2010-05-06 Thread George Herbert
On Thu, May 6, 2010 at 4:31 PM, robert_horn...@netzero.net
robert_horn...@netzero.net wrote:
 -- Original Message --
 From: Thomas Dalton thomas.dal...@gmail.com


 No, it won't. People have been saying that for years and the fact
 remains that a screen full of a text with a few relevant images is a
 much better way to convey information than VR.

 

 I look at comments like this as somebody who is very closed minded and not 
 willing to see more methods of instruction.  A screen full of text certainly 
 is a useful way to convey certain kinds of factual information, and I 
 certainly see the analogy of a paper encyclopedia to be a useful way to 
 compile and organize general knowledge about this universe we live in, but it 
 isn't the only way and certainly isn't the best way to learn about all 
 knowledge.



I think I agree with others, that there's no evident future growth to
VR as the access modality for the web / internet information resources
writ large.  One could posit a UI development of some sort which
changed people's minds on that - but it's not sitting at the edge of
credible technology / waiting for a userbase explosion.

Let me pose this a different way, however.  Take UI entirely out of
the picture - the Wikimedia Foundation is all about supporting
projects that gather and create information for the public good,
presenting that to the public, and creating software to encourage
that.

As no proof-of-concept now exists for a shift to VR taking off and
replacing the web as the dominant modality, the proposal is premature.
 It's a Computer Science UI problem right now, a topic for research.
The foundation isn't a research foundation, it's a practical
engineering and content foundation.  We should not, in my opinion,
spend a lot of effort attempting to pioneer new areas of CS research.

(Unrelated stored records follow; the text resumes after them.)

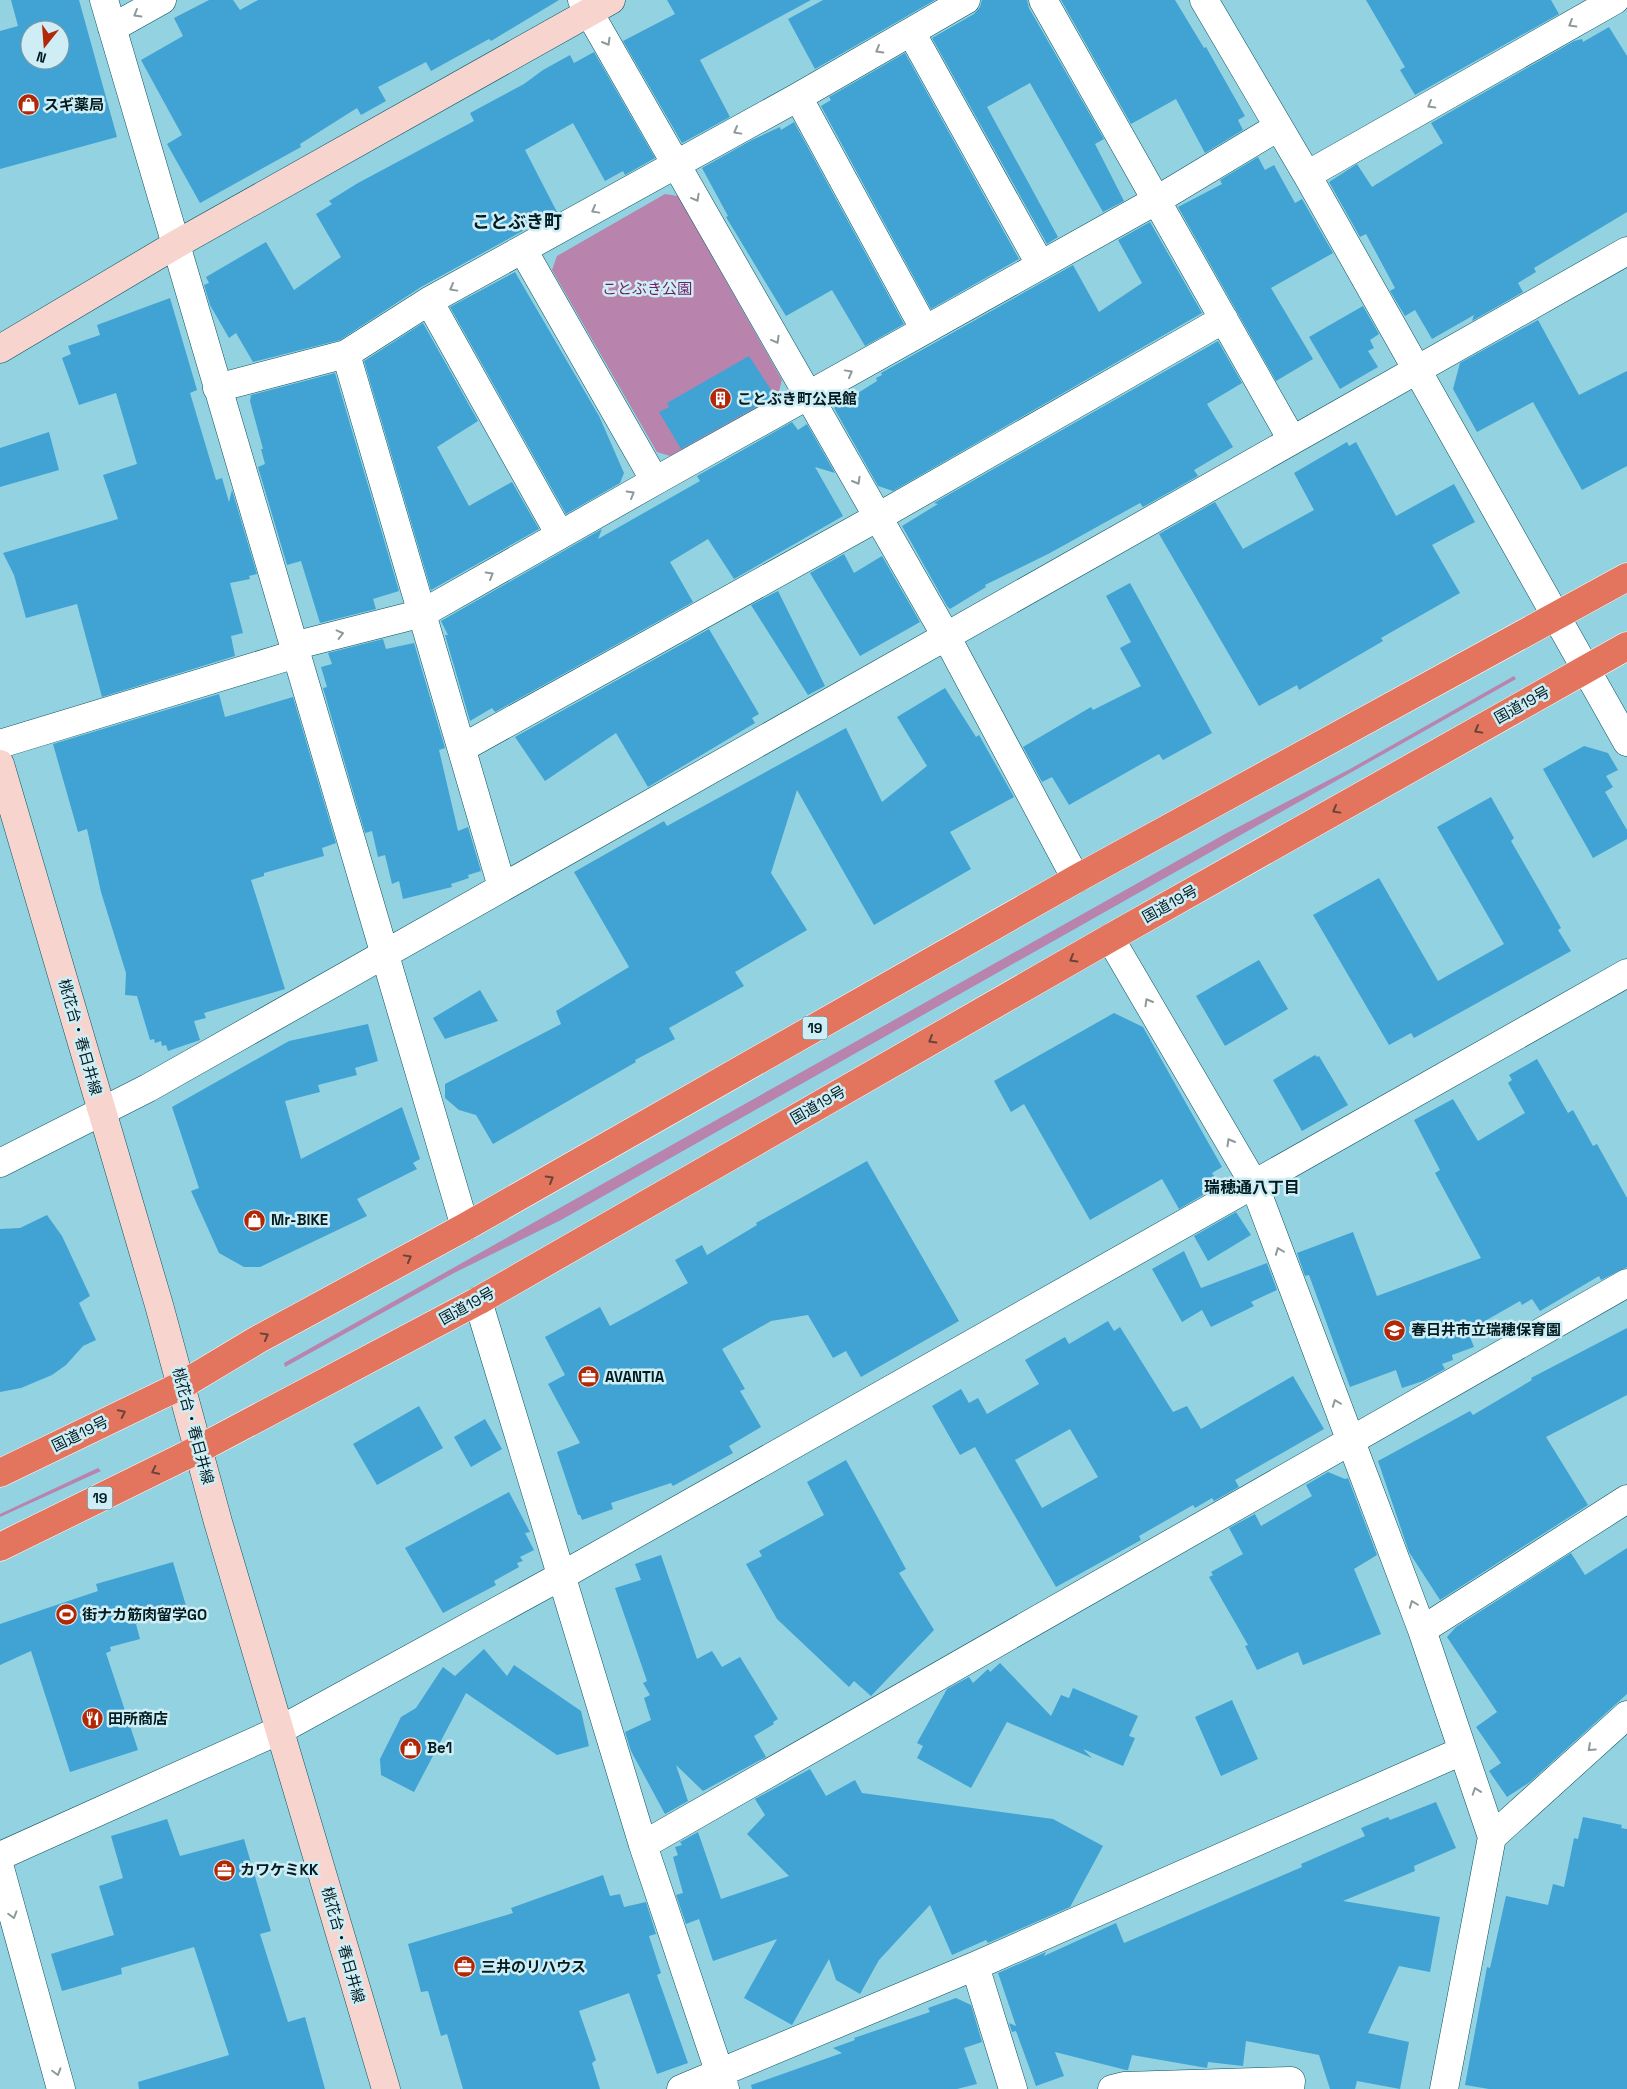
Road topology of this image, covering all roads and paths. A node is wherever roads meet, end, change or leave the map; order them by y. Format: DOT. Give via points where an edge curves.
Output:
graph roads {
  1 [pos="104,0"];
  2 [pos="162,0"];
  3 [pos="966,0"];
  4 [pos="1043,0"];
  5 [pos="1204,0"];
  6 [pos="1615,0"];
  7 [pos="594,4"];
  8 [pos="112,28"];
  9 [pos="911,32"];
  10 [pos="798,97"];
  11 [pos="1278,127"];
  12 [pos="677,164"];
  13 [pos="1307,175"];
  14 [pos="1157,200"];
  15 [pos="175,245"];
  16 [pos="523,250"];
  17 [pos="1627,252"];
  18 [pos="1040,264"];
  19 [pos="429,302"];
  20 [pos="1224,319"];
  21 [pos="925,330"];
  22 [pos="0,349"];
  23 [pos="346,354"];
  24 [pos="1416,370"];
  25 [pos="217,388"];
  26 [pos="807,396"];
  27 [pos="1292,440"];
  28 [pos="655,481"];
  29 [pos="878,517"];
  30 [pos="560,535"];
  31 [pos="1627,577"];
  32 [pos="423,614"];
  33 [pos="1556,618"];
  34 [pos="946,636"];
  35 [pos="1627,646"];
  36 [pos="294,650"];
  37 [pos="1586,670"];
  38 [pos="1627,742"];
  39 [pos="0,744"];
  40 [pos="462,748"];
  41 [pos="0,764"];
  42 [pos="1076,879"];
  43 [pos="502,887"];
  44 [pos="1110,938"];
  45 [pos="384,953"];
  46 [pos="1627,974"];
  47 [pos="102,1111"];
  48 [pos="0,1163"];
  49 [pos="1254,1184"];
  50 [pos="465,1227"];
  51 [pos="1627,1284"];
  52 [pos="478,1301"];
  53 [pos="182,1385"];
  54 [pos="1350,1441"];
  55 [pos="199,1449"];
  56 [pos="0,1473"];
  57 [pos="1627,1500"];
  58 [pos="0,1547"];
  59 [pos="563,1575"];
  60 [pos="1422,1630"];
  61 [pos="1627,1715"];
  62 [pos="280,1730"];
  63 [pos="1462,1751"];
  64 [pos="1492,1837"];
  65 [pos="643,1845"];
  66 [pos="0,1856"];
  67 [pos="0,1868"];
  68 [pos="975,1966"];
  69 [pos="722,2082"];
  70 [pos="61,2089"];
  71 [pos="386,2089"];
  72 [pos="681,2089"];
  73 [pos="1013,2089"];
  74 [pos="1112,2089"];
  75 [pos="1290,2089"];
  76 [pos="1444,2089"];
  1 -- 8 [label="street"];
  2 -- 8 [label="street, one-way"];
  3 -- 9 [label="street"];
  4 -- 14 [label="street"];
  5 -- 11 [label="street"];
  6 -- 13 [label="street, one-way"];
  7 -- 12 [label="street, one-way"];
  7 -- 15 [label="street"];
  8 -- 15 [label="street"];
  9 -- 10 [label="street, one-way"];
  9 -- 18 [label="street"];
  10 -- 12 [label="street, one-way"];
  10 -- 21 [label="street"];
  11 -- 13 [label="street"];
  11 -- 14 [label="street"];
  12 -- 16 [label="street, one-way"];
  12 -- 26 [label="street, one-way"];
  13 -- 24 [label="street"];
  14 -- 18 [label="street"];
  14 -- 20 [label="street"];
  15 -- 22 [label="street"];
  15 -- 25 [label="street"];
  16 -- 19 [label="street, one-way"];
  16 -- 28 [label="street"];
  17 -- 24 [label="street"];
  18 -- 21 [label="street"];
  19 -- 23 [label="street"];
  19 -- 30 [label="street"];
  20 -- 27 [label="street"];
  20 -- 29 [label="street"];
  26 -- 21 [label="street, one-way"];
  23 -- 25 [label="street"];
  23 -- 32 [label="street"];
  24 -- 27 [label="street"];
  24 -- 33 [label="street"];
  25 -- 36 [label="street"];
  26 -- 28 [label="street"];
  26 -- 29 [label="street, one-way"];
  27 -- 34 [label="street"];
  30 -- 28 [label="street, one-way"];
  29 -- 34 [label="street"];
  29 -- 40 [label="street"];
  32 -- 30 [label="street, one-way"];
  31 -- 33 [label="highway, 国道19号 / 19"];
  36 -- 32 [label="street, one-way"];
  32 -- 40 [label="street"];
  33 -- 37 [label="street"];
  33 -- 42 [label="highway, 国道19号 / 19"];
  34 -- 42 [label="street"];
  34 -- 43 [label="street"];
  35 -- 37 [label="highway, 国道19号 / 19"];
  36 -- 39 [label="street"];
  36 -- 45 [label="street"];
  37 -- 38 [label="street"];
  37 -- 44 [label="highway, 国道19号 / 19, one-way"];
  40 -- 43 [label="street"];
  41 -- 47 [label="street, 桃花台・春日井線"];
  50 -- 42 [label="highway, 国道19号 / 19, one-way"];
  43 -- 45 [label="street"];
  49 -- 44 [label="street, one-way"];
  44 -- 52 [label="highway, 国道19号 / 19, one-way"];
  45 -- 47 [label="street"];
  45 -- 50 [label="street"];
  46 -- 49 [label="street"];
  47 -- 48 [label="street"];
  47 -- 53 [label="street, 桃花台・春日井線"];
  54 -- 49 [label="street, one-way"];
  49 -- 59 [label="street"];
  53 -- 50 [label="highway, 国道19号 / 19, one-way" via="257,1340"];
  51 -- 54 [label="street"];
  52 -- 55 [label="highway, 国道19号 / 19"];
  52 -- 59 [label="street"];
  53 -- 55 [label="street, 桃花台・春日井線"];
  56 -- 53 [label="highway, 国道19号 / 19, one-way"];
  60 -- 54 [label="street, one-way"];
  54 -- 65 [label="street"];
  55 -- 58 [label="highway, 国道19号 / 19, one-way"];
  55 -- 62 [label="street, 桃花台・春日井線"];
  57 -- 60 [label="street"];
  59 -- 62 [label="street"];
  59 -- 65 [label="street"];
  60 -- 63 [label="street"];
  61 -- 64 [label="street, one-way"];
  62 -- 66 [label="street"];
  62 -- 71 [label="street, 桃花台・春日井線"];
  64 -- 63 [label="street, one-way"];
  63 -- 68 [label="street"];
  64 -- 76 [label="street"];
  65 -- 69 [label="street"];
  67 -- 70 [label="street, one-way"];
  68 -- 69 [label="street"];
  68 -- 73 [label="street"];
  69 -- 72 [label="street"];
  74 -- 75 [label="street" via="1124,2086 1291,2082"];
}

If we hypothesize that such a new modality develops out in the
research community, then we could move to support / adopt it in good
time.

Additionally, we can think about how we do our current primary goal,
of gathering and creating information for the public good, and think
about whether we'd do that differently if our UI modality was
something other than the web.  Such thinking might usefully inform
next-generation wiki tool development, in terms of how information is
managed within the WMF projects.

I don't see any obvious changes there, but I haven't thought about it that much.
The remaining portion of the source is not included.